- _Task details_
What lines in the data below mention the string "main"? Copy them out.

────

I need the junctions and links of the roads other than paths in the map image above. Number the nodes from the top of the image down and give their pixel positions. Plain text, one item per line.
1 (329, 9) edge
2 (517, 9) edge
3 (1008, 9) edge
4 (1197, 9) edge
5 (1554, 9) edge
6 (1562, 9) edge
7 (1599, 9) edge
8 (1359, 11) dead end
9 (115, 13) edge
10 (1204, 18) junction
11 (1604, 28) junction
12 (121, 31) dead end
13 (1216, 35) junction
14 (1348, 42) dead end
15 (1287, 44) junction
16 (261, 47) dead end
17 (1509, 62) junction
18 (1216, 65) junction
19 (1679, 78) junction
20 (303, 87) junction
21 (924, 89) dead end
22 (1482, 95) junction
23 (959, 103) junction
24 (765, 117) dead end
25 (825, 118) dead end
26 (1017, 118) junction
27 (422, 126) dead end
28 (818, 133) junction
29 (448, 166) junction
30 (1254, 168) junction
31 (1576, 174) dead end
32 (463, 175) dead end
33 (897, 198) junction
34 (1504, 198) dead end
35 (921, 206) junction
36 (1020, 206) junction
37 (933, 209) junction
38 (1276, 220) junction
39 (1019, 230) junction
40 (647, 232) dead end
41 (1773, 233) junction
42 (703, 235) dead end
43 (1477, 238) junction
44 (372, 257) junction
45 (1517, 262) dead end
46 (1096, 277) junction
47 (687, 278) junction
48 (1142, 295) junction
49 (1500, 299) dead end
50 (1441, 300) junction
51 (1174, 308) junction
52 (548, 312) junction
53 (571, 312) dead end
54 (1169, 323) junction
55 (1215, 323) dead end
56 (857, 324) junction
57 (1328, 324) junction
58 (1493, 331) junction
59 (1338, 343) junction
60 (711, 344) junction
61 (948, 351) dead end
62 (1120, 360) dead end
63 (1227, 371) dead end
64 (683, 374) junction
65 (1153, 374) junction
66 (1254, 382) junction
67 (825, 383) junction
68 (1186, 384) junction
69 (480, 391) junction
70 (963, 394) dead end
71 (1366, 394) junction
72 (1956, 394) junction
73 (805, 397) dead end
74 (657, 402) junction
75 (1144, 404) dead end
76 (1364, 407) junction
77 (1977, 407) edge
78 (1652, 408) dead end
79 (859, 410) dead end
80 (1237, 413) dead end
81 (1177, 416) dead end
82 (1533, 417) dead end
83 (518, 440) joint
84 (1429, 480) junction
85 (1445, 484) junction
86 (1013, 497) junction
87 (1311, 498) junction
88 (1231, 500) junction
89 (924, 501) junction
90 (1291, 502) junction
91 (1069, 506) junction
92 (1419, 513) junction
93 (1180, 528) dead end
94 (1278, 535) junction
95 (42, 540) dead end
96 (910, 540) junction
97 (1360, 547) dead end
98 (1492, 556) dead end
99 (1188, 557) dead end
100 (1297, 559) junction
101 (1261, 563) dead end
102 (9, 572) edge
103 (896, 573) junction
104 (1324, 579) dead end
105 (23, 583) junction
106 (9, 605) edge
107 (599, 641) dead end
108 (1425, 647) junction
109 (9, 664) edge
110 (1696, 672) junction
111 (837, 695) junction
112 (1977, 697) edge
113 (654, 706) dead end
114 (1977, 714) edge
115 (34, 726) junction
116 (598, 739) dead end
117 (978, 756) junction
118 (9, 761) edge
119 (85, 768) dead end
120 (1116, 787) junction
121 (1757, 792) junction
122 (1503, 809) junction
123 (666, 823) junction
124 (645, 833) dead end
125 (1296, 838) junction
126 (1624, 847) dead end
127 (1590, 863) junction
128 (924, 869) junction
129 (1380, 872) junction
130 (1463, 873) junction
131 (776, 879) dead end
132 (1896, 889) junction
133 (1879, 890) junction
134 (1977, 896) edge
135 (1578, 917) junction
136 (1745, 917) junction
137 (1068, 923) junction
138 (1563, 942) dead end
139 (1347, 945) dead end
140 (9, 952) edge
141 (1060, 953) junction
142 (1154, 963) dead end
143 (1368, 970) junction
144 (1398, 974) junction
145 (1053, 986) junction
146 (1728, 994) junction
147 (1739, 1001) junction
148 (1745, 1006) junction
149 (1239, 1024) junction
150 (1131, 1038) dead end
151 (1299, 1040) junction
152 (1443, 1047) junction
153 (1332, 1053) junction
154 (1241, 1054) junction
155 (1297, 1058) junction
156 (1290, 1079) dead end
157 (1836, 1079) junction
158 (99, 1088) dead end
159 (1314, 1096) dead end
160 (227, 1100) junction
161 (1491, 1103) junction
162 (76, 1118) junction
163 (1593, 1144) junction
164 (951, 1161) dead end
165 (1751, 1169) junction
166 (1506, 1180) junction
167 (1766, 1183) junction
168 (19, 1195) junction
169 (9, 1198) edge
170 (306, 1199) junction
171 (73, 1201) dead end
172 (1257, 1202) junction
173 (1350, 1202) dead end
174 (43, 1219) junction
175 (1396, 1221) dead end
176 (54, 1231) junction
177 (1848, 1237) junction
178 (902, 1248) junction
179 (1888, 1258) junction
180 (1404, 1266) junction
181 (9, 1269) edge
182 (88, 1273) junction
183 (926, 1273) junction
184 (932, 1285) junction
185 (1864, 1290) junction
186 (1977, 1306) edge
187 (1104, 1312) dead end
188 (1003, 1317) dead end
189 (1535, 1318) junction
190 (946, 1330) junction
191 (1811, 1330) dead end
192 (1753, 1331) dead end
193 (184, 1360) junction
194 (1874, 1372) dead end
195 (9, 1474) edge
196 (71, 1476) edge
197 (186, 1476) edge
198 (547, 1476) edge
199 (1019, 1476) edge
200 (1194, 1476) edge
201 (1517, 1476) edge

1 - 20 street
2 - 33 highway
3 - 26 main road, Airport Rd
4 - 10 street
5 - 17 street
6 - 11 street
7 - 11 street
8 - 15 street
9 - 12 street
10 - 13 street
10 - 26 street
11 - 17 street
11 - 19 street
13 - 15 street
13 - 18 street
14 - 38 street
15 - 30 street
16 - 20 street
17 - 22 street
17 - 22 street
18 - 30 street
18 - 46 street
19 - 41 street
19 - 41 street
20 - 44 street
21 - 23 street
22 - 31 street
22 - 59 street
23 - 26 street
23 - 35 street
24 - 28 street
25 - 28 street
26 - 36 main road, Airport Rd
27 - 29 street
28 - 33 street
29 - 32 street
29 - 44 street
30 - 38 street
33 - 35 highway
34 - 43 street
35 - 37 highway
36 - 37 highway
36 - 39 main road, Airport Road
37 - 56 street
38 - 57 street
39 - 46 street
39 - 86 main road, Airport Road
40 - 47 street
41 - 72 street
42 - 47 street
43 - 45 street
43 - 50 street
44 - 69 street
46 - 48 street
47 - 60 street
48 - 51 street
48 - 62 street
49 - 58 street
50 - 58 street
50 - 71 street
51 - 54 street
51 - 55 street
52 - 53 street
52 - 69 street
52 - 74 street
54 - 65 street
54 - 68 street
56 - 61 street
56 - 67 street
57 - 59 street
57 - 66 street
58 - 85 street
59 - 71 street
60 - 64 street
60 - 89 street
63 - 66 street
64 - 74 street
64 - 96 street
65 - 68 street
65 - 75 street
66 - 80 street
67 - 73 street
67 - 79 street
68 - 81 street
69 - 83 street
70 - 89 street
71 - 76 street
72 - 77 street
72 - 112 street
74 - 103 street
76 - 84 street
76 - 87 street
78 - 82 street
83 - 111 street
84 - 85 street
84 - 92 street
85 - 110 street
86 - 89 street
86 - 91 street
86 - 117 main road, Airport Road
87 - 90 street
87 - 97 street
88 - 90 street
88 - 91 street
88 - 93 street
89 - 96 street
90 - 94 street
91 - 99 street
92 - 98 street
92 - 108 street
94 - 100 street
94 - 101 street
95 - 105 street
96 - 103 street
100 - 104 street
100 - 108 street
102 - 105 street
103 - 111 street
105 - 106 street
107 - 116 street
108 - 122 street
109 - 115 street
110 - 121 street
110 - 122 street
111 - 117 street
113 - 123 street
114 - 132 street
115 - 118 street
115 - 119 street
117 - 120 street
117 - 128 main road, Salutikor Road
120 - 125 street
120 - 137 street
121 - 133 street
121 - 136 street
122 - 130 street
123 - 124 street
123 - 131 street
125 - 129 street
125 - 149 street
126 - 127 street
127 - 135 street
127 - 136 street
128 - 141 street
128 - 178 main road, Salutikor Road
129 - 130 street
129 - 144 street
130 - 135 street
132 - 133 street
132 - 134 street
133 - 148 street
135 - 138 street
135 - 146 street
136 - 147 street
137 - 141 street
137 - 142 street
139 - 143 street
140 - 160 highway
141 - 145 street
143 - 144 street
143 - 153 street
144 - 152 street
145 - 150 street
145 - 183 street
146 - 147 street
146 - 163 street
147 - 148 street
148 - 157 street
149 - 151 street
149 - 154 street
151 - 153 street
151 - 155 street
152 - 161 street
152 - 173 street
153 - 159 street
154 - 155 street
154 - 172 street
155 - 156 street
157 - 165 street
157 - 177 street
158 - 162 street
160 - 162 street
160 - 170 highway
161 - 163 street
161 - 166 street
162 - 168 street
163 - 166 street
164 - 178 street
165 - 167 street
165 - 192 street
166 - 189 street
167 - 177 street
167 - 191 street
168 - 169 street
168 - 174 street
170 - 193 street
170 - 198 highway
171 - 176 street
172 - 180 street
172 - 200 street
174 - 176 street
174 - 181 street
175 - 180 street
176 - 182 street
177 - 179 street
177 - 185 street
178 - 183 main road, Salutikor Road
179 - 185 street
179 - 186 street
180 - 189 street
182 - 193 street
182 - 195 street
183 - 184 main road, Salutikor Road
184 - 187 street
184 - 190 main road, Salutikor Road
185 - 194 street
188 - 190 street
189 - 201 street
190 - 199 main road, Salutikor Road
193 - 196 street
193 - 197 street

────

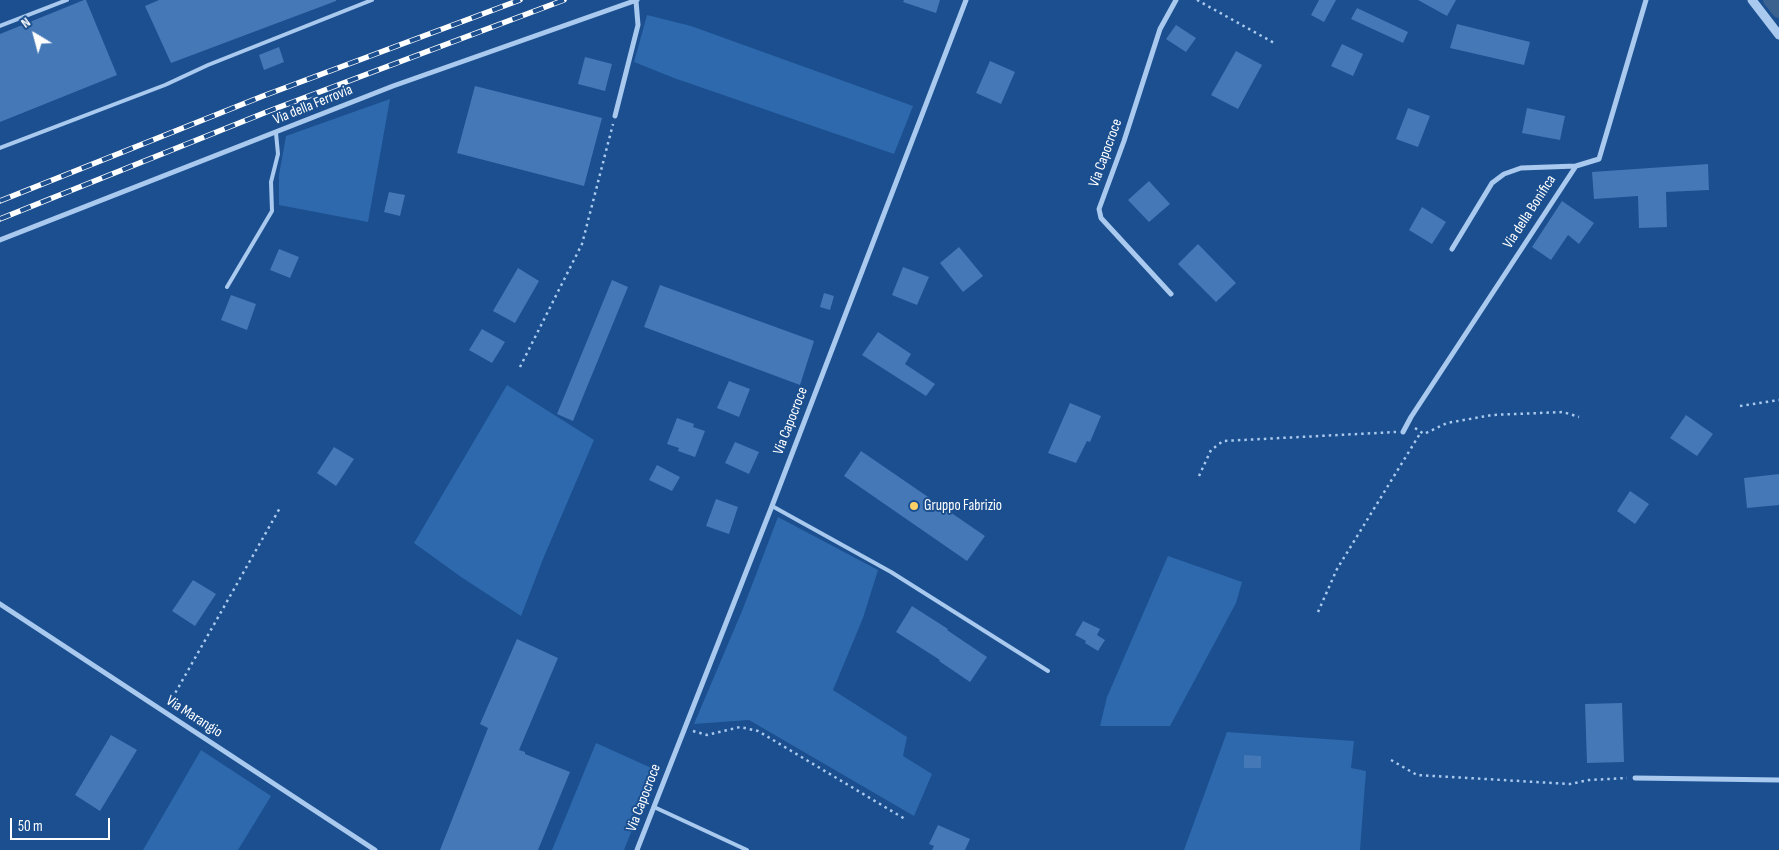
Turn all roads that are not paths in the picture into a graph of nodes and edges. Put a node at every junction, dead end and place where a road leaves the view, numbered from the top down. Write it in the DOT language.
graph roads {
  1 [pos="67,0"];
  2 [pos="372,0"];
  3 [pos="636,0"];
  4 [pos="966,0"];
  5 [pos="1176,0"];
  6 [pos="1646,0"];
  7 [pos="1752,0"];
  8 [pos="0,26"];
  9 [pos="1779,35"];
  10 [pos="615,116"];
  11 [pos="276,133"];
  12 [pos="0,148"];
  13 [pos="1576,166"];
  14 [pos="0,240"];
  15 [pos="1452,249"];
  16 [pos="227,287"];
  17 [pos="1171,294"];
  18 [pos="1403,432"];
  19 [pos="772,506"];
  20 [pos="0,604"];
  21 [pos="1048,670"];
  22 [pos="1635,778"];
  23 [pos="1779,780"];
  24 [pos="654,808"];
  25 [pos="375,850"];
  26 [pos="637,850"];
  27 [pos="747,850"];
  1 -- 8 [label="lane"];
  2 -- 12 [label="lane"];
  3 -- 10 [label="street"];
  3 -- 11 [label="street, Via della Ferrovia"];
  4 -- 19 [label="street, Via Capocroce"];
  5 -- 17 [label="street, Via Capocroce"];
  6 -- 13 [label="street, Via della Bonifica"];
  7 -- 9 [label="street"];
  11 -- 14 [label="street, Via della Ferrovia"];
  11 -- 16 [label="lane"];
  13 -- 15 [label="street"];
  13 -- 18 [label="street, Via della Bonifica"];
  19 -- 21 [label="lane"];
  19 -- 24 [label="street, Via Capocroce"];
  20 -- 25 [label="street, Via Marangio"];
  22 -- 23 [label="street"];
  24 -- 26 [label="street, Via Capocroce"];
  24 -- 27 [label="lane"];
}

────

- _Result below_
3 - 26 main road, Airport Rd
26 - 36 main road, Airport Rd
36 - 39 main road, Airport Road
39 - 86 main road, Airport Road
86 - 117 main road, Airport Road
117 - 128 main road, Salutikor Road
128 - 178 main road, Salutikor Road
178 - 183 main road, Salutikor Road
183 - 184 main road, Salutikor Road
184 - 190 main road, Salutikor Road
190 - 199 main road, Salutikor Road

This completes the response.